Unfortunately striking back at such the inaccuracies is like a game of whack-a-mole. No matter how many times you hit it, it keeps on coming back up again. Errors similar to this one have been debunked by fact-checking organizations and news agencies like the Associated Press time and again. It’s absurd to say this part of the ad is even remotely true.
This specific fallacy goes all the back to atleast 2010, when it was whacked down by an Associated Press story: ADWATCH: With campaign ads, don't trust, verify. According to the AP, the pledge:
says nothing about jobs. It's a pledge to oppose tax increases. Democrats have tried to end tax breaks used by companies that ship jobs overseas, and Republicans have opposed that. The pledge, however, simply says the candidate will oppose increases in income tax rates and oppose cutting deductions or credits unless matched dollar-for-dollar by lower rates.
Indeed, ATR spokesman John Kartch was quoted in the same AP article saying that yes “it would be possible to end tax breaks for overseas companies while honoring the pledge, by substituting a tax reduction of equal value elsewhere in the tax code.”

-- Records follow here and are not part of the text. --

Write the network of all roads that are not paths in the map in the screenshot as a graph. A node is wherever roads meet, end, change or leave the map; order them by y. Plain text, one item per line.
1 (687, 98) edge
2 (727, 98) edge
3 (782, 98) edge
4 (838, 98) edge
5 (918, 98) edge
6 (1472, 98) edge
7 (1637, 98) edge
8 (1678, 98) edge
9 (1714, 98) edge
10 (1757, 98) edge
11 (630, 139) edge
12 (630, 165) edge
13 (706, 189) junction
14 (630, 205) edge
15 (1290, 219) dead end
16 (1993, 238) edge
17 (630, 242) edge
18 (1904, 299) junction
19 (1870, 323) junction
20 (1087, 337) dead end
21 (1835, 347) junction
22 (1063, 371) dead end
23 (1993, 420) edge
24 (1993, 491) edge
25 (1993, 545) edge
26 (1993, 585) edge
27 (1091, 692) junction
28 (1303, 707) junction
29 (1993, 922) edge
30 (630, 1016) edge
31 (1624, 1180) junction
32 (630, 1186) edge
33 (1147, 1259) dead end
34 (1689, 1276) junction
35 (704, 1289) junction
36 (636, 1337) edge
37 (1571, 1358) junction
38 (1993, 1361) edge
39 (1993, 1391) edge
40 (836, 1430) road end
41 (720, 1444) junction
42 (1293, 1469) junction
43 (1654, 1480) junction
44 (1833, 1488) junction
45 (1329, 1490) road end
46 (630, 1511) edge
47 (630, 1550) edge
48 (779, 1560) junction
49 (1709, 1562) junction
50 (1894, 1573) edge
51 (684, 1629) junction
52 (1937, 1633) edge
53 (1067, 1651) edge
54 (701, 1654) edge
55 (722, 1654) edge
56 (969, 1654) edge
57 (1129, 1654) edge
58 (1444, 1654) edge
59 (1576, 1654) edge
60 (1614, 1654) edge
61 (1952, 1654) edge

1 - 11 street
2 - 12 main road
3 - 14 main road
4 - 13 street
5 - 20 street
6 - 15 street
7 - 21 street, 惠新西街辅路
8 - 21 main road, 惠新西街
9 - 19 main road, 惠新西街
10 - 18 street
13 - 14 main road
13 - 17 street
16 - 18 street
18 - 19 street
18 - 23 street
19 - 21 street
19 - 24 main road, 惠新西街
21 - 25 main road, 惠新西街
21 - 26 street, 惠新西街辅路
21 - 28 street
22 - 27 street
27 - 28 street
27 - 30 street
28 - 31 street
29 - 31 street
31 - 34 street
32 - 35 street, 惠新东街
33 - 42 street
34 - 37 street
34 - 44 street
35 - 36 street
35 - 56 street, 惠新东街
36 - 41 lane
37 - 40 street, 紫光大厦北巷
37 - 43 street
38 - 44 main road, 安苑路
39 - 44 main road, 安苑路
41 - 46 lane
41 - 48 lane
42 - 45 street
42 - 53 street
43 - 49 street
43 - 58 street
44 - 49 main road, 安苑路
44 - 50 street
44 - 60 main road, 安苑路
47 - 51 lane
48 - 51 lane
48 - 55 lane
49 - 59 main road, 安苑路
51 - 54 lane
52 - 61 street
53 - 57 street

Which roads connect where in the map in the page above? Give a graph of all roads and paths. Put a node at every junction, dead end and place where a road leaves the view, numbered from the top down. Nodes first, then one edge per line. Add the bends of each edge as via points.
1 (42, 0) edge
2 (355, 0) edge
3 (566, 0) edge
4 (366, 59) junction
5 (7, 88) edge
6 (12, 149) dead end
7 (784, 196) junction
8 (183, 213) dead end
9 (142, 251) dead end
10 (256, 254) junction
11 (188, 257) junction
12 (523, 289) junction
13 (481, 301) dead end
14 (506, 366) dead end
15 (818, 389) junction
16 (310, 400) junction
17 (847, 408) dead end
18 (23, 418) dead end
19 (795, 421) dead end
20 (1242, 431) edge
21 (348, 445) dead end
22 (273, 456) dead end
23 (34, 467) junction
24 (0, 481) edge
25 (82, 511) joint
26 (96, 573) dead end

But of course this hardly comes close to the pledge promoting companies which shift jobs overseas.
ATR asserts this claim is “blatantly false” and a 2010 Fact Check blog agrees. The pledge only protects corporations from an increase in its overall tax burden. It explicitly allows elimination of any specific tax deduction or credit if matched dollar-for-dollar by an overall cut in rates. And it says nothing about jobs.
To claim that this "protects" any particular provision of the tax code is simply untrue. Any tax benefit can be eliminated and offset by a rate cut or by other benefits without raising taxes overall, and without violating the terms of that pledge.
FactCheck.org has been knocking down this claim since April, when the Democratic Congressional Campaign Committee (DCCC) ran a TV ad against a Republican House candidate in Hawaii. They recently debunked the same claim in an ad in the Massachusetts gubernatorial campaign.
And now most significantly the false claim in the Steyer Super PAC ad about the pledge shipping jobs overseas has been knocked down in the past couple days by a blog at PolitiFact.
As long as media outlets like KCRG have a liberal bent, they will always tend to back us dubious claims about such things as the ATR pledge. It’s a lot easier than telling the whole truth.